◆ DIRECTIONS
The string "Estrada" appears in some lines of the entries that follow; copy each such line.

── MATERIAL FOR THE TASK

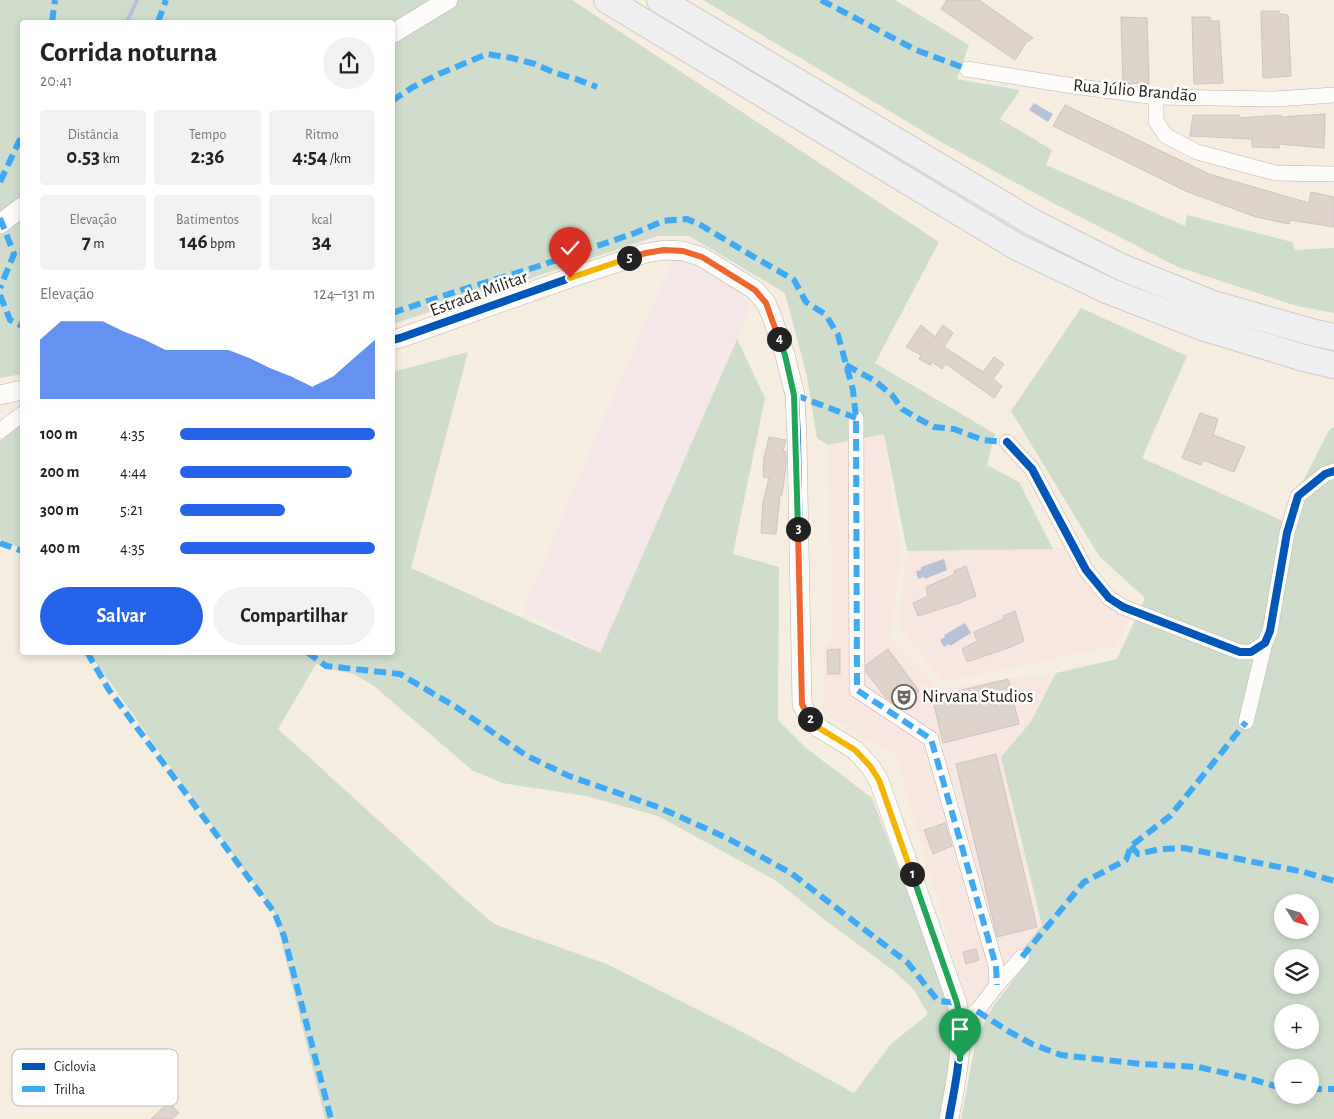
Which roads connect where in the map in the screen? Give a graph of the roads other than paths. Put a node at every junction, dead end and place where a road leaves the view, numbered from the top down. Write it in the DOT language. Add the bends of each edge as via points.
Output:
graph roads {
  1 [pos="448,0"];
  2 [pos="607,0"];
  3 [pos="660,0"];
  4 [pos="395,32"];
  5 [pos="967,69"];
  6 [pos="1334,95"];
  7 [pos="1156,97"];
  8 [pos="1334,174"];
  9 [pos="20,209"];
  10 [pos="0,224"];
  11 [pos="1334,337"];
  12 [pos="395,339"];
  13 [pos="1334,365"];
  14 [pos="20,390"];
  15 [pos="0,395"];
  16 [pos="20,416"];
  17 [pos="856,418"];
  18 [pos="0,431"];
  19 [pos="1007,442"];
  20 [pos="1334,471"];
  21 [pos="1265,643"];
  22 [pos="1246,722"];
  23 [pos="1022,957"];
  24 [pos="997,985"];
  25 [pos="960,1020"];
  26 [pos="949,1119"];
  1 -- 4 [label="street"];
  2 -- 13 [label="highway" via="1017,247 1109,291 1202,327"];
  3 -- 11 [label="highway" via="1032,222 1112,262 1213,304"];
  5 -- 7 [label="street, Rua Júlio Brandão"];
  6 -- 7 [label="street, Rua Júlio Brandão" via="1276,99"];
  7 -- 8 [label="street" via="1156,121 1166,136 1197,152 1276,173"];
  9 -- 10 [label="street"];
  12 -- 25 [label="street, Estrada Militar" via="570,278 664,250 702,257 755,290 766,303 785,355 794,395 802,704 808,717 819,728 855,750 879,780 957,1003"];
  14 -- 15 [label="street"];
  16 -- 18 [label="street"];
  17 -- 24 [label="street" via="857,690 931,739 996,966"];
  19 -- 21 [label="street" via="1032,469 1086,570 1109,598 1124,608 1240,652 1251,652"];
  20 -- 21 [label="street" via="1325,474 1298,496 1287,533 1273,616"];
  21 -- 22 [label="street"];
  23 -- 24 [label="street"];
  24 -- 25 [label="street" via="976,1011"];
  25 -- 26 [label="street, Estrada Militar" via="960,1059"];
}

────

◆ OUTPUT
  12 -- 25 [label="street, Estrada Militar" via="570,278 664,250 702,257 755,290 766,303 785,355 794,395 802,704 808,717 819,728 855,750 879,780 957,1003"];
  25 -- 26 [label="street, Estrada Militar" via="960,1059"];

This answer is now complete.